Pero, ¿y si ese tullido y siniestro Duque de Gloucester no fuera más que la imagen distorsionada de la auténtica figura histórica que se oculta detrás? ¿Es posible que, con la impunidad del vencedor, la dinastía Tudor que se instaló en el trono inglés tras la Guerra de las Dos Rosas reescribiera los hechos para ensalzar el nuevo orden por el efectivo procedimiento de difamar el anterior?
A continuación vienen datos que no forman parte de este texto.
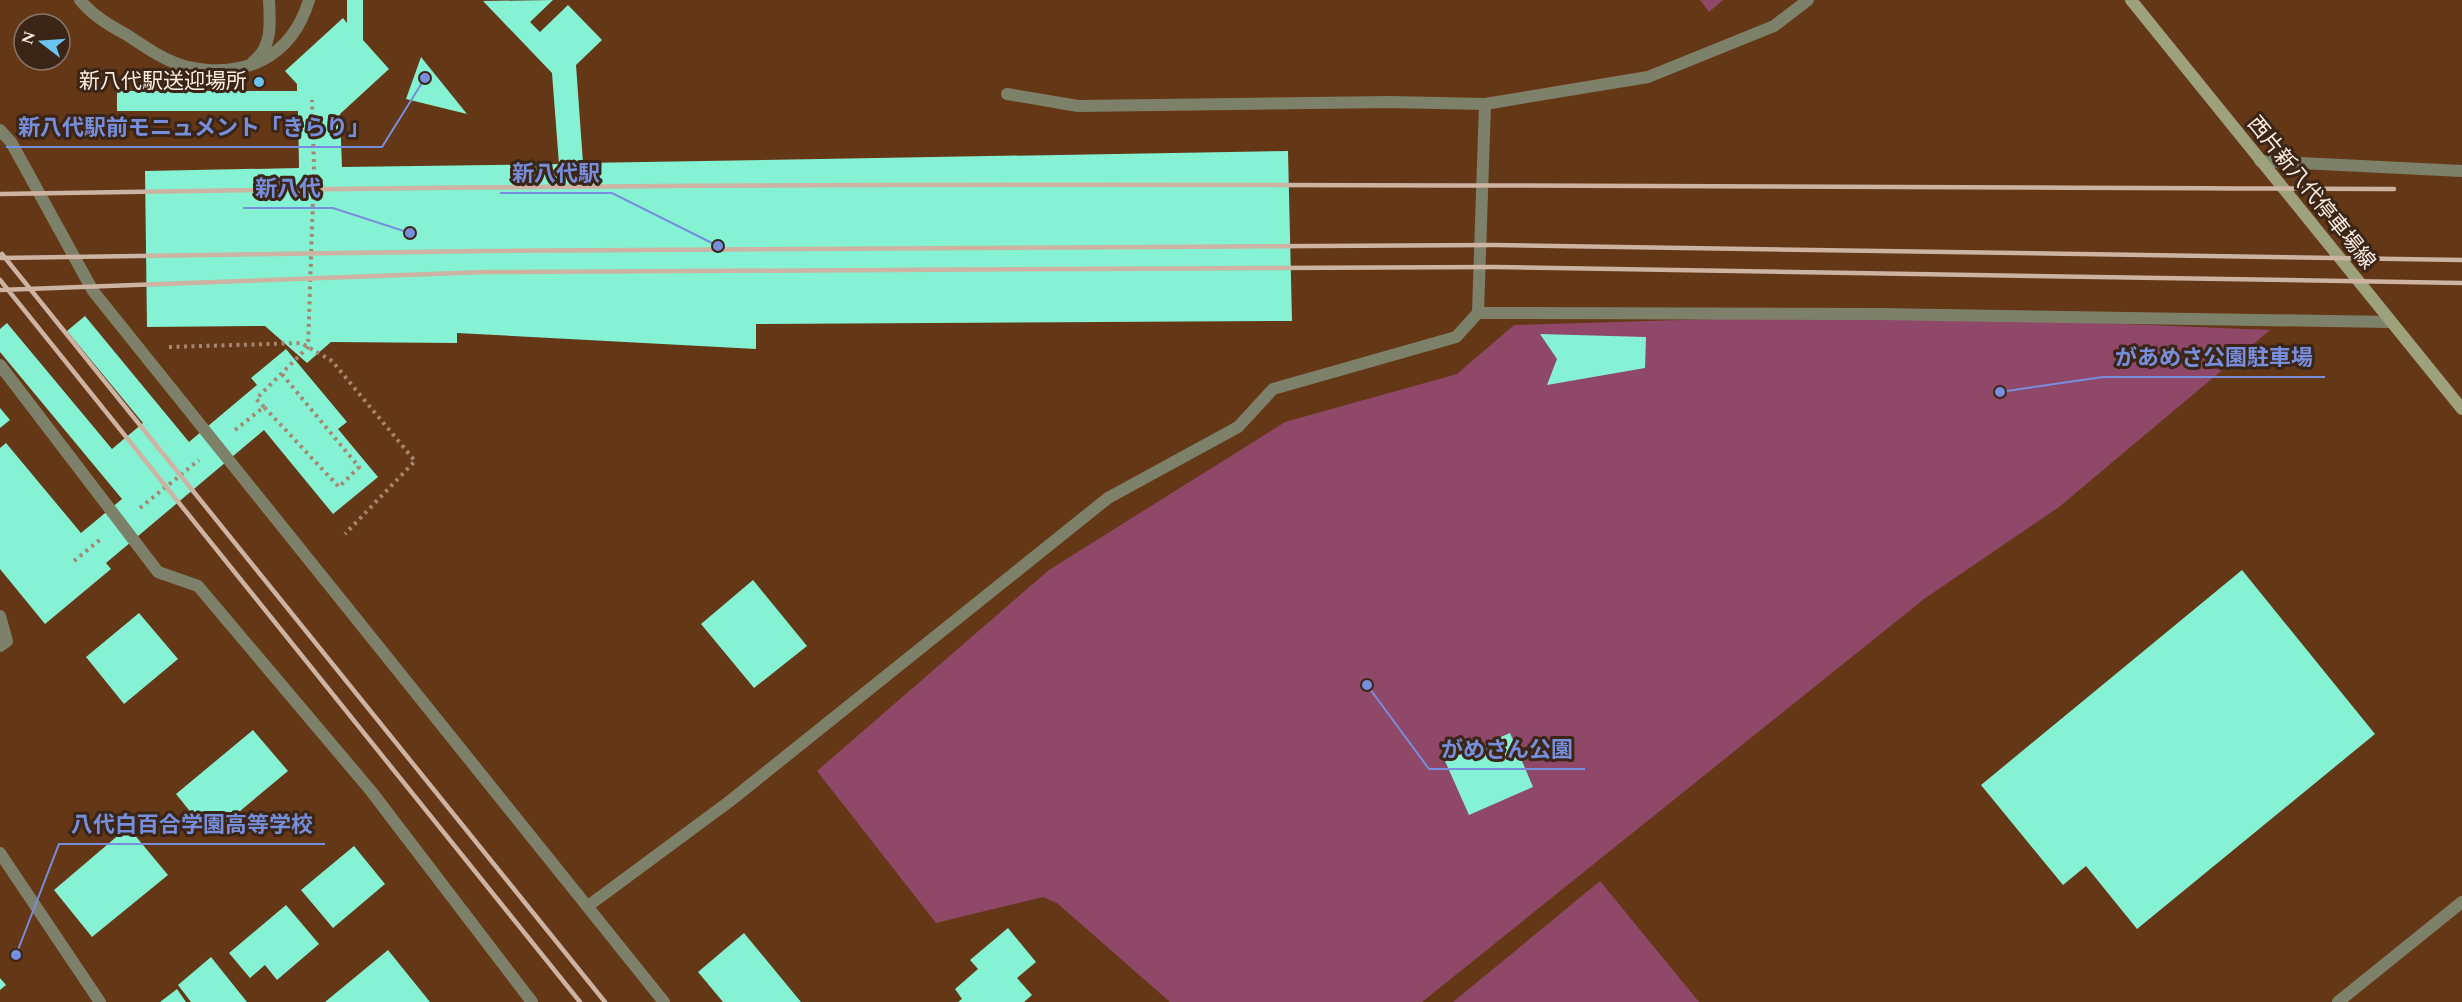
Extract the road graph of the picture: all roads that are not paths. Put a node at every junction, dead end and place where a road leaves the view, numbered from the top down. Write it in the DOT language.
graph roads {
  1 [pos="80,0"];
  2 [pos="269,0"];
  3 [pos="309,0"];
  4 [pos="1808,0"];
  5 [pos="2131,0"];
  6 [pos="240,69"];
  7 [pos="1007,94"];
  8 [pos="1485,104"];
  9 [pos="0,130"];
  10 [pos="2260,161"];
  11 [pos="2462,171"];
  12 [pos="1478,313"];
  13 [pos="2390,322"];
  14 [pos="0,364"];
  15 [pos="2462,409"];
  16 [pos="0,616"];
  17 [pos="0,646"];
  18 [pos="0,853"];
  19 [pos="2462,902"];
  20 [pos="588,906"];
  21 [pos="100,1002"];
  22 [pos="532,1002"];
  23 [pos="664,1002"];
  24 [pos="2338,1002"];
  1 -- 6 [label="street"];
  2 -- 6 [label="street"];
  3 -- 6 [label="street"];
  4 -- 8 [label="street"];
  5 -- 10 [label="main road, 西片新八代停車場線"];
  7 -- 8 [label="street"];
  8 -- 12 [label="street"];
  9 -- 20 [label="street"];
  10 -- 11 [label="street"];
  10 -- 13 [label="main road, 西片新八代停車場線"];
  12 -- 13 [label="street"];
  12 -- 20 [label="street"];
  13 -- 15 [label="main road, 西片新八代停車場線"];
  14 -- 22 [label="street"];
  16 -- 17 [label="street"];
  18 -- 21 [label="street"];
  19 -- 24 [label="street"];
  20 -- 23 [label="street"];
}
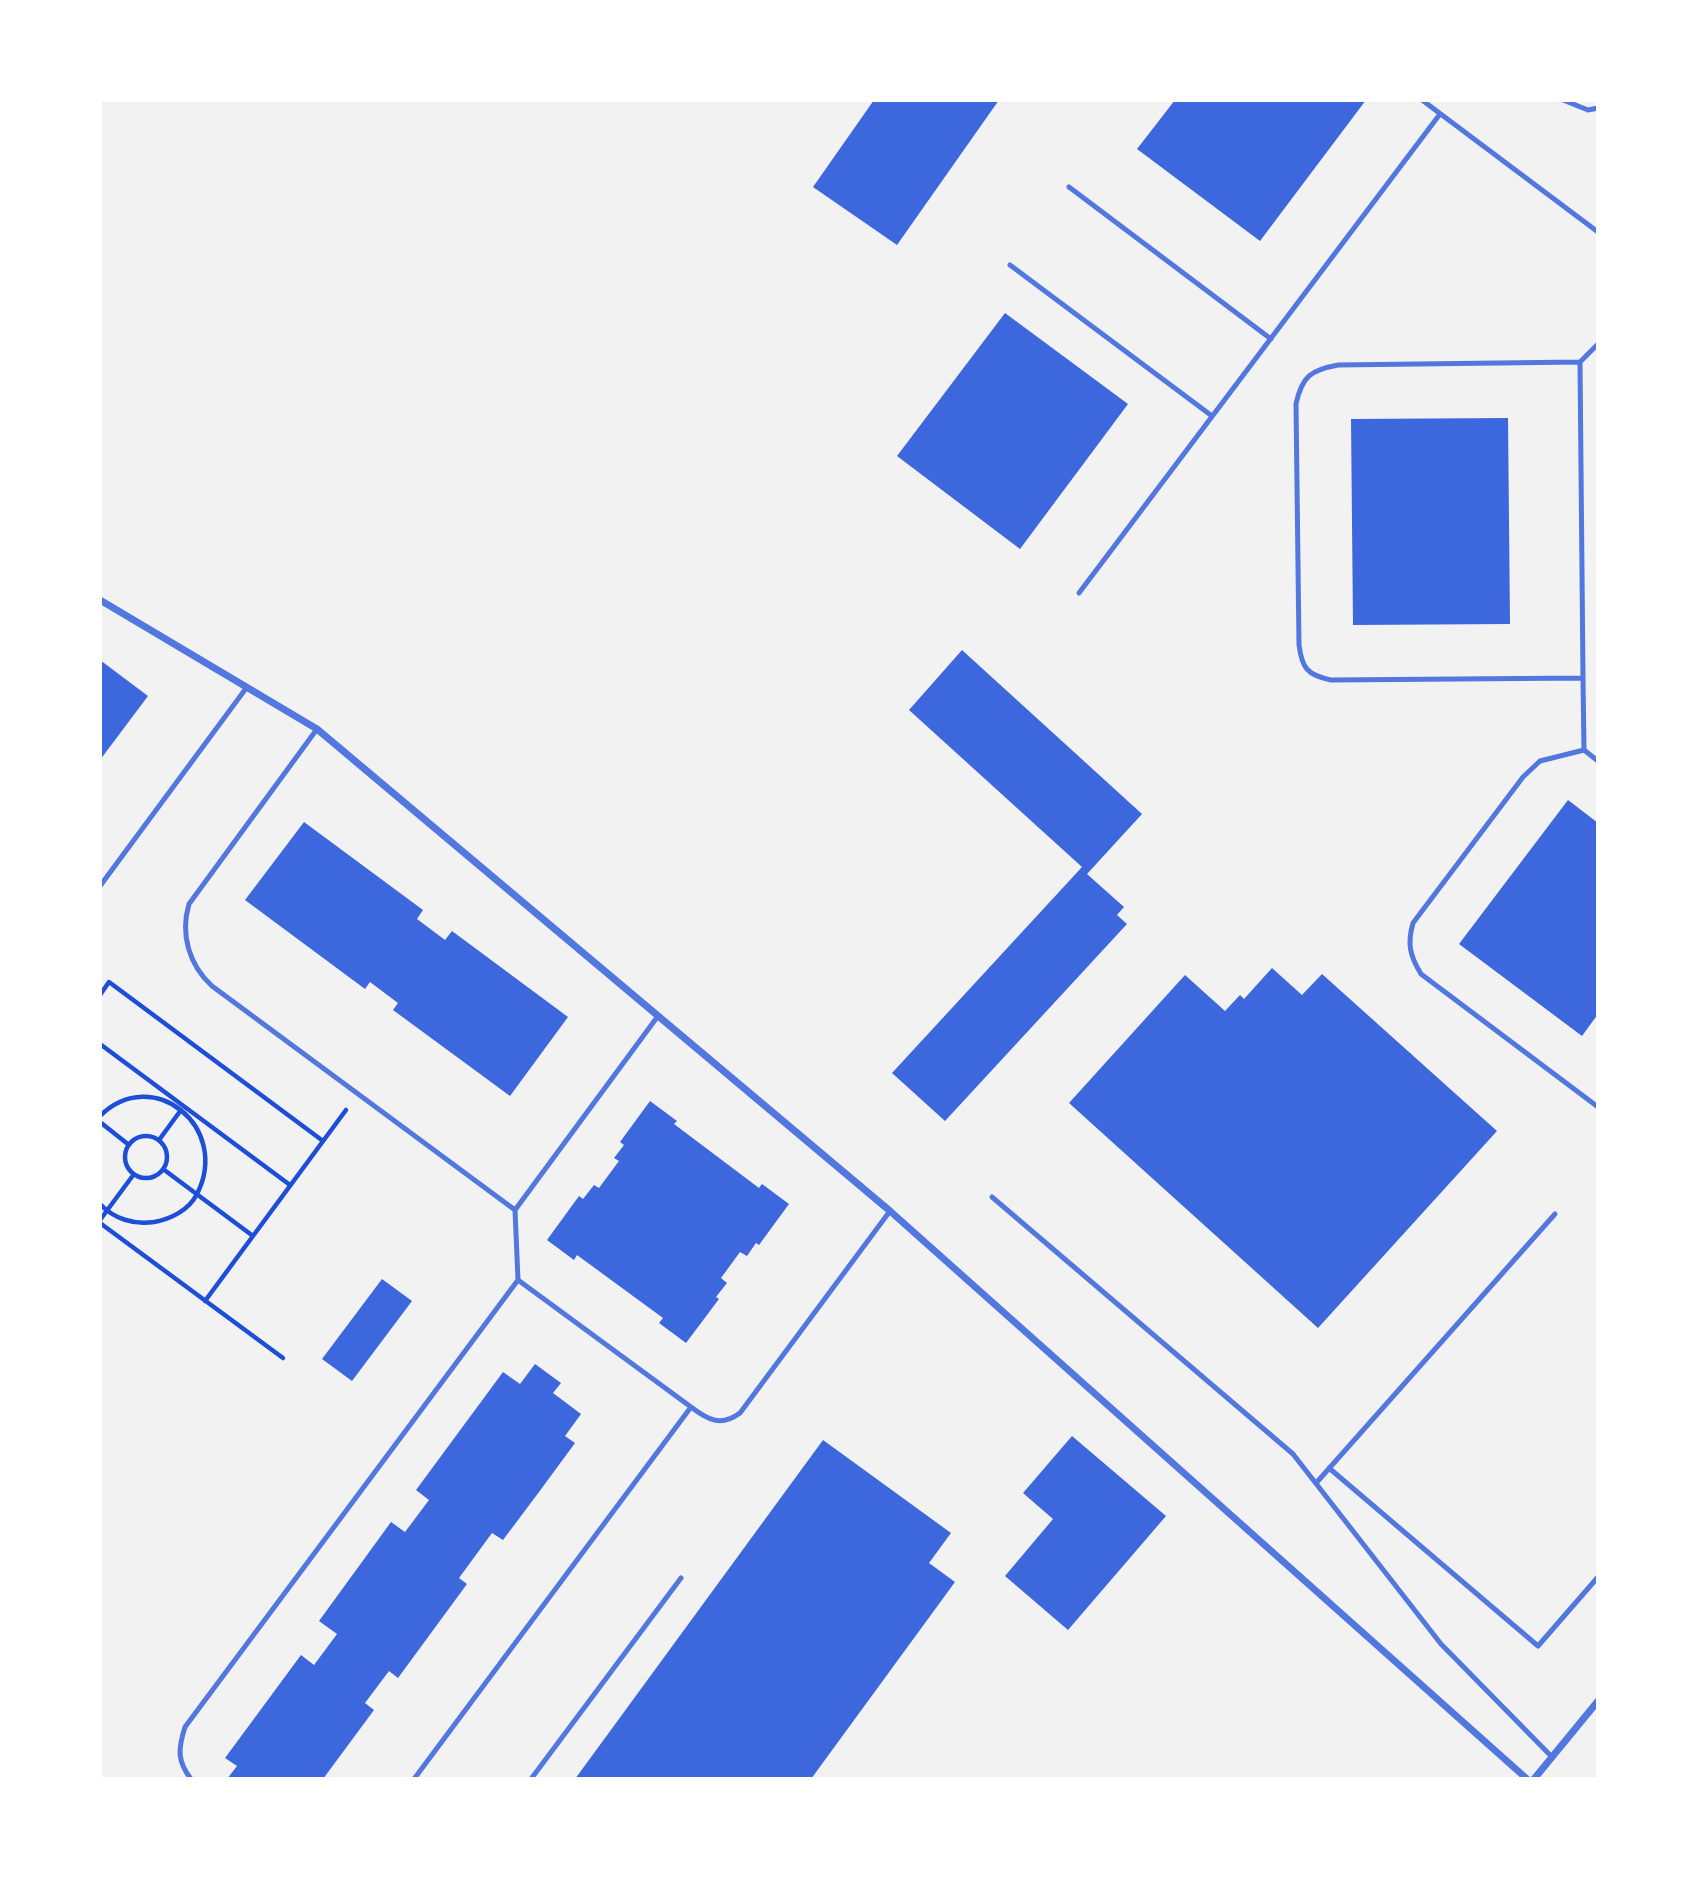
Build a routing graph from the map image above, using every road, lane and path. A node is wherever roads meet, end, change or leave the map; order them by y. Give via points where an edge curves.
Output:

Con tan singular premisa, la escritora escocesa Josephine Tey, seudónimo de Elizabeth Mackintosh, escribió en 1951 una sorprendente narración policíaca, considerada un clásico por los amantes del género y elegida como la mejor novela de misterio de todos los tiempos por la Asociación de Escritores de Crímenes de Gran Bretaña. Pero no se dejen confundir por una senda argumental que desemboca en el año 1485 y en un tiempo en el que la Edad Media inglesa está a punto concluir. Ésta no es una novela histórica con un monje por investigador o cualquier otro personaje igualmente sagaz y pintoresco. Alan Grant, su protagonista, es un inspector de Scotland Yard que habita el siglo XX y que, inmovilizado a causa de un accidente y aburrido por la inactividad, decide investigar un crimen ocurrido casi cinco siglos atrás.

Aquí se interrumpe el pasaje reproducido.